With Britain poised to leave the European Union, the opportunist president believed there was a once-in-a-generation opportunity to position France as America’s key European partner in a transatlantic alliance.
Historically, this was a position that Britain had held since the Second World War, with the close military and intelligence-sharing relationship between Washington and London forming the bedrock of American dealings with Europeans. In the build-up to the ill-fated invasion of Iraq in 2003, former prime minister Tony Blair described Britain’s role as being a “bridge” between Washington and the continent, prompting one German wit to remark that the problem with Mr Blair’s bridge was that the traffic only flowed in one direction.
It was to maintain this so-called bridge that the Washington establishment was very much in favour of Britain remaining in the EU, not because officials believed it was in Britain’s interests to do so but because having Britain participate in the EU’s innermost deliberations helped dilute some of the union’s less appealing traits, such as its protectionist trade policies and latent anti-Americanism.

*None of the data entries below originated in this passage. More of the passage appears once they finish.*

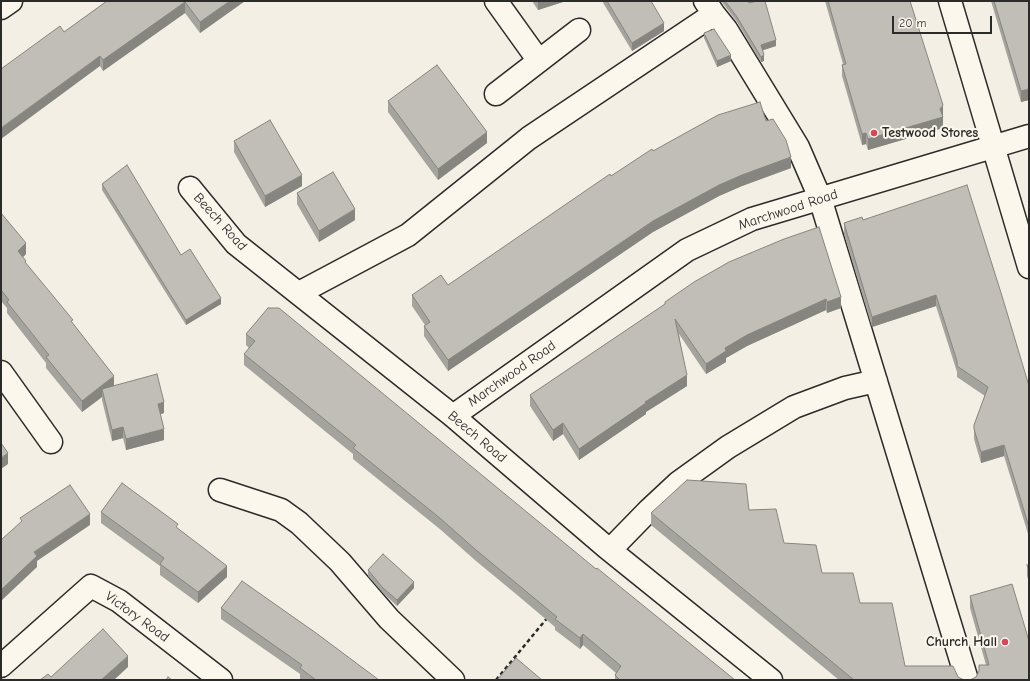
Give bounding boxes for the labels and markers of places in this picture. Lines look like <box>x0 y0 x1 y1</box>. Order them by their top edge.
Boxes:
place label: Testwood Stores <box>882 125 978 141</box>
marker: Testwood Stores <box>869 128 879 138</box>
place label: Church Hall <box>926 634 997 650</box>
marker: Church Hall <box>1000 637 1010 647</box>

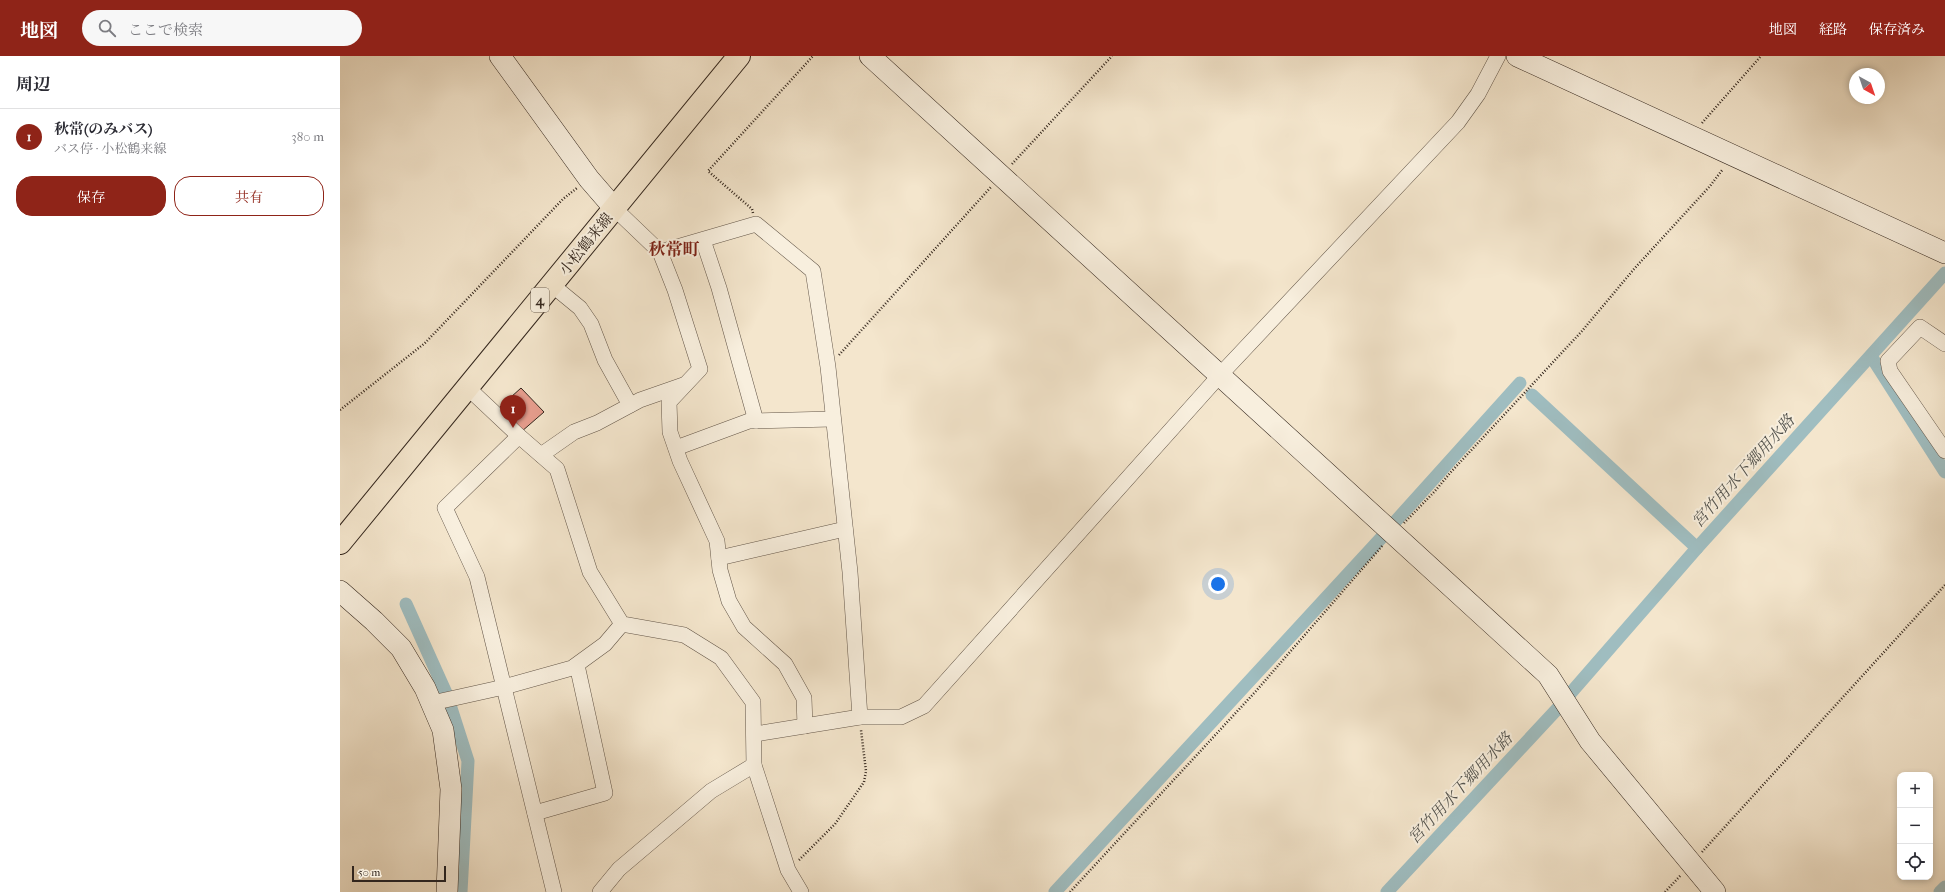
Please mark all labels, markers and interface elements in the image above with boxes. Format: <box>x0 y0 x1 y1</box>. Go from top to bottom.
search box <box>82 10 362 46</box>
icon: search <box>96 17 118 39</box>
text: 地図 <box>20 20 58 42</box>
text: ここで検索 <box>128 21 203 39</box>
text: 地図 <box>1769 21 1797 38</box>
text: 経路 <box>1819 21 1847 38</box>
text: 保存済み <box>1869 21 1925 38</box>
north arrow <box>1849 68 1885 104</box>
text: 周辺 <box>16 74 50 94</box>
text: 秋常(のみバス) <box>54 120 152 138</box>
text: 1 <box>27 129 31 144</box>
text: 380 m <box>291 129 324 144</box>
text: バス停 · 小松鶴来線 <box>54 141 166 156</box>
button: 保存 <box>16 176 166 216</box>
button: 共有 <box>174 176 324 216</box>
street label: 小松鶴来線 <box>555 209 617 279</box>
district label: 秋常町 <box>649 239 700 259</box>
road number: 4 <box>531 288 549 312</box>
pin: 1 <box>500 395 526 428</box>
water label: 宮竹用水下郷用水路 <box>1688 410 1799 531</box>
your location <box>1208 574 1228 594</box>
water label: 宮竹用水下郷用水路 <box>1404 728 1517 847</box>
map controls <box>1897 772 1933 880</box>
button: + <box>1897 772 1933 808</box>
button: − <box>1897 808 1933 844</box>
button: locate <box>1897 844 1933 880</box>
scale bar <box>352 864 446 883</box>
text: 50 m <box>358 866 380 879</box>

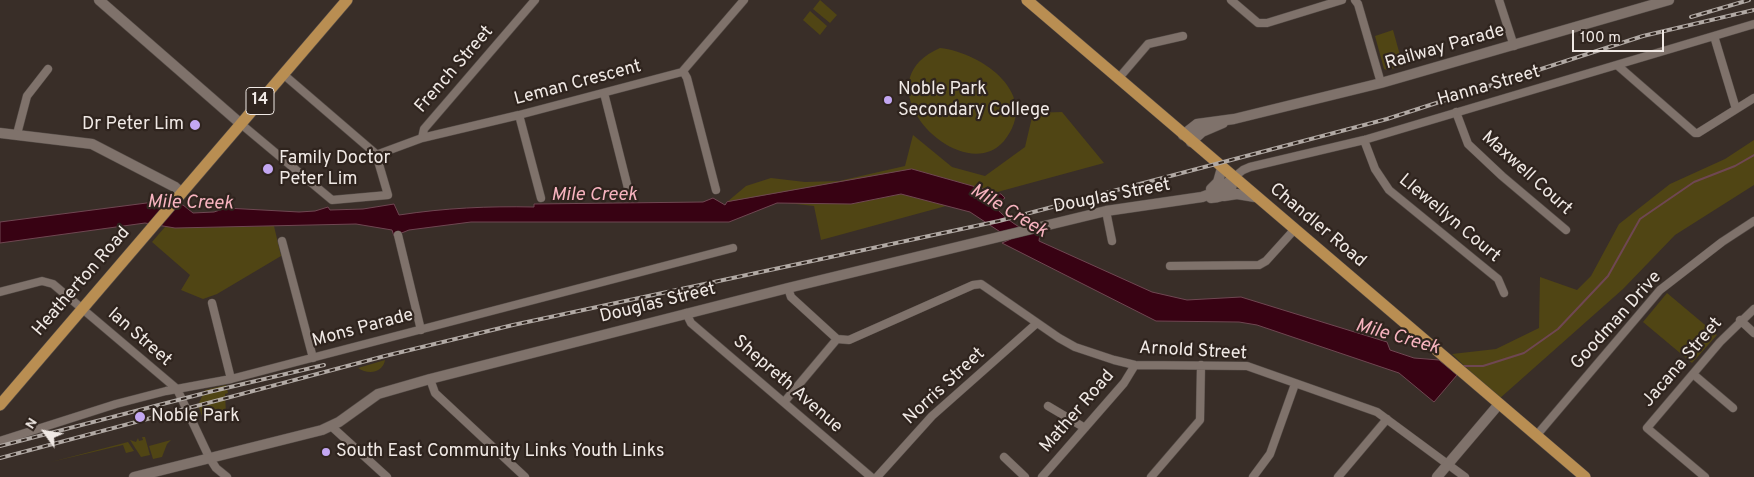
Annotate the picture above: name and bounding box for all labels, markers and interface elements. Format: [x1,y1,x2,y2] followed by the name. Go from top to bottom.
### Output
[1574,20,1666,52] scale bar
[1383,21,1507,75] street label: Railway Parade
[411,22,499,118] street label: French Street
[1580,29,1621,48] text: 100 m
[512,57,644,111] street label: Leman Crescent
[1435,62,1543,112] street label: Hanna Street
[898,79,1050,122] place label: Noble Park Secondary College
[246,88,274,114] road number: 14
[882,94,894,106] marker: Noble Park Secondary College
[82,114,184,136] place label: Dr Peter Lim
[188,118,202,132] marker: Dr Peter Lim
[1476,128,1576,220] street label: Maxwell Court
[279,148,390,190] place label: Family Doctor Peter Lim
[261,162,275,176] marker: Family Doctor Peter Lim
[1394,170,1504,268] street label: Llewellyn Court
[1052,175,1172,219] street label: Douglas Street
[1264,179,1370,273] street label: Chandler Road
[965,180,1051,244] water label: Mile Creek
[551,185,637,207] water label: Mile Creek
[147,192,233,216] water label: Mile Creek
[29,223,135,341] street label: Heatherton Road
[1567,267,1667,375] street label: Goodman Drive
[598,279,718,329] street label: Douglas Street
[102,304,176,372] street label: Ian Street
[310,305,416,353] street label: Mons Parade
[1638,314,1728,412] street label: Jacana Street
[1352,315,1442,361] water label: Mile Creek
[728,332,846,438] street label: Shepreth Avenue
[1138,338,1248,366] street label: Arnold Street
[900,344,990,430] street label: Norris Street
[1036,366,1120,458] street label: Mather Road
[151,406,240,428] place label: Noble Park
[20,407,70,457] north arrow
[133,410,147,424] marker: Noble Park
[22,415,42,433] text: N
[336,441,664,463] place label: South East Community Links Youth Links
[320,446,332,458] marker: South East Community Links Youth Links

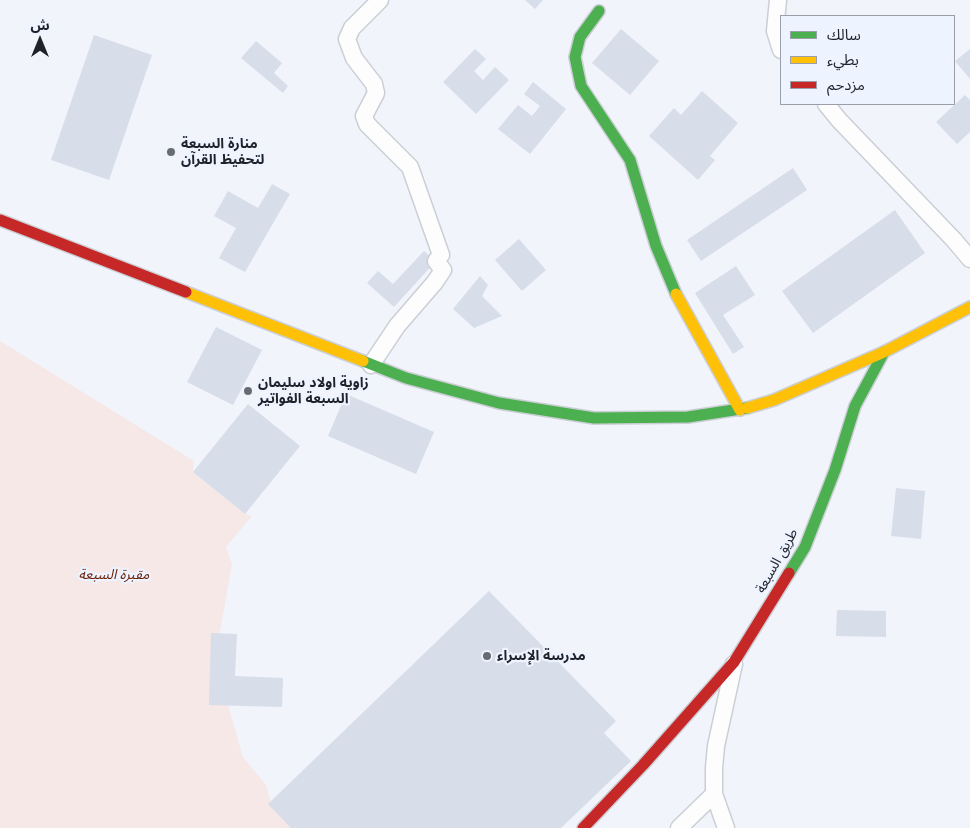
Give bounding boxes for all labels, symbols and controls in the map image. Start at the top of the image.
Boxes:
north arrow [15,15,65,65]
text: ش [30,15,50,34]
legend [780,15,955,105]
text: سالك [827,24,861,44]
text: بطيء [827,49,859,69]
text: مزدحم [827,74,865,94]
place label: منارة السبعة لتحفيظ القرآن [181,136,265,168]
marker: منارة السبعة لتحفيظ القرآن [165,146,177,158]
place label: زاوية اولاد سليمان السبعة الفواتير [258,375,369,408]
marker: زاوية اولاد سليمان السبعة الفواتير [242,385,254,397]
street label: طريق السبعة [752,526,802,596]
park label: مقبرة السبعة [79,567,149,583]
place label: مدرسة الإسراء [497,648,586,664]
marker: مدرسة الإسراء [481,650,493,662]

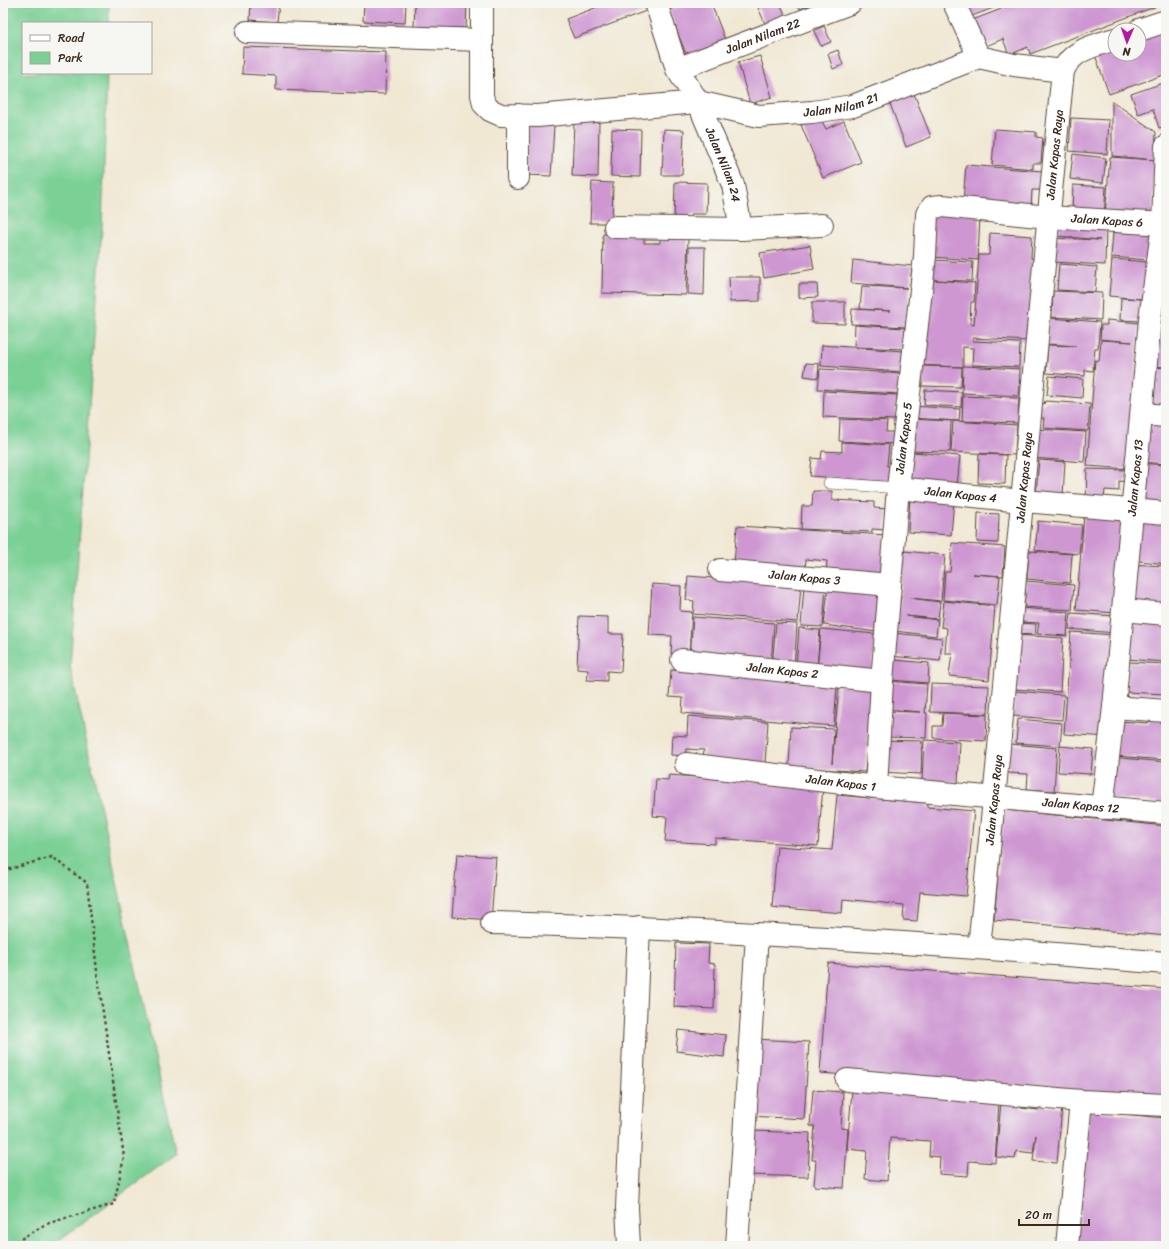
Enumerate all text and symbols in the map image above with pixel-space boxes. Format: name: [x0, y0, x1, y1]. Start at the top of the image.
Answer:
street label: Jalan Nilam 22: [722, 12, 803, 61]
legend: [22, 22, 152, 74]
north arrow: [1107, 22, 1147, 62]
text: Road: [58, 27, 85, 49]
text: N: [1122, 42, 1132, 61]
text: Park: [58, 47, 83, 69]
street label: Jalan Nilam 21: [802, 86, 882, 124]
street label: Jalan Kapas Raya: [1039, 108, 1070, 202]
street label: Jalan Nilam 24: [698, 123, 747, 204]
street label: Jalan Kapas 6: [1070, 207, 1144, 234]
street label: Jalan Kapas 5: [889, 401, 919, 476]
street label: Jalan Kapas Raya: [1009, 431, 1039, 524]
street label: Jalan Kapas 13: [1121, 438, 1150, 518]
street label: Jalan Kapas 4: [922, 480, 998, 509]
street label: Jalan Kapas 3: [767, 563, 842, 592]
street label: Jalan Kapas 2: [744, 656, 819, 685]
street label: Jalan Kapas Raya: [979, 754, 1009, 847]
street label: Jalan Kapas 1: [804, 767, 877, 798]
street label: Jalan Kapas 12: [1040, 791, 1120, 820]
scale bar: [1019, 1201, 1089, 1227]
text: 20 m: [1025, 1204, 1052, 1226]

But with Britain heading for the exit, Washington has been keen to find a new ally. While Germany might have seemed the obvious choice, the fact that the country is seen to be the main driver behind many of the EU’s economic policies, as well as Berlin’s reluctance to fulfil its Nato obligations, has persuaded the Americans to look elsewhere.
That seemed an opportunity too good to miss for Mr Macron who, ever since his election, has styled himself as an enthusiastic advocate of a reform agenda for the EU. And having a good relationship with Washington is seen as a useful way of strengthening France’s position within the EU framework.
To this end, Mr Macron has gone out of his way to court Donald Trump from the moment he entered the White House. While the rest of Europe has made no secret of its distaste for Mr Trump’s brash style of conducting politics, Mr Macron has assiduously courted Mr Trump, making him his guest of honour at last year’s Bastille Day celebrations.
And, for a time, it appeared Mr Macron’s efforts were paying dividends. In April, the French president became the first foreign leader to be granted the honour of a state visit, during which Mr Macron, together with his wife Brigitte, was feted at the White House, with Mr Trump describing them as “cherished guests”. No since Tony Blair was given a standing ovation in Congress in the aftermath of the September 11 attacks has a European leader been the recipient of such adulation in Washington.
Now, thanks to Mr Macron’s ill-advised handling of last weekend’s Armistice Day commemorations marking the 100th anniversary of the end of the First World War, the entente between Washington and Paris can no longer be described as being cordiale.
For whatever rosy glow might have survived Mr Macron’s so-called “bromance” with Mr Trump earlier this year has completely dissipated after the French president’s clumsy remarks regarding his aspirations to create a European defence force.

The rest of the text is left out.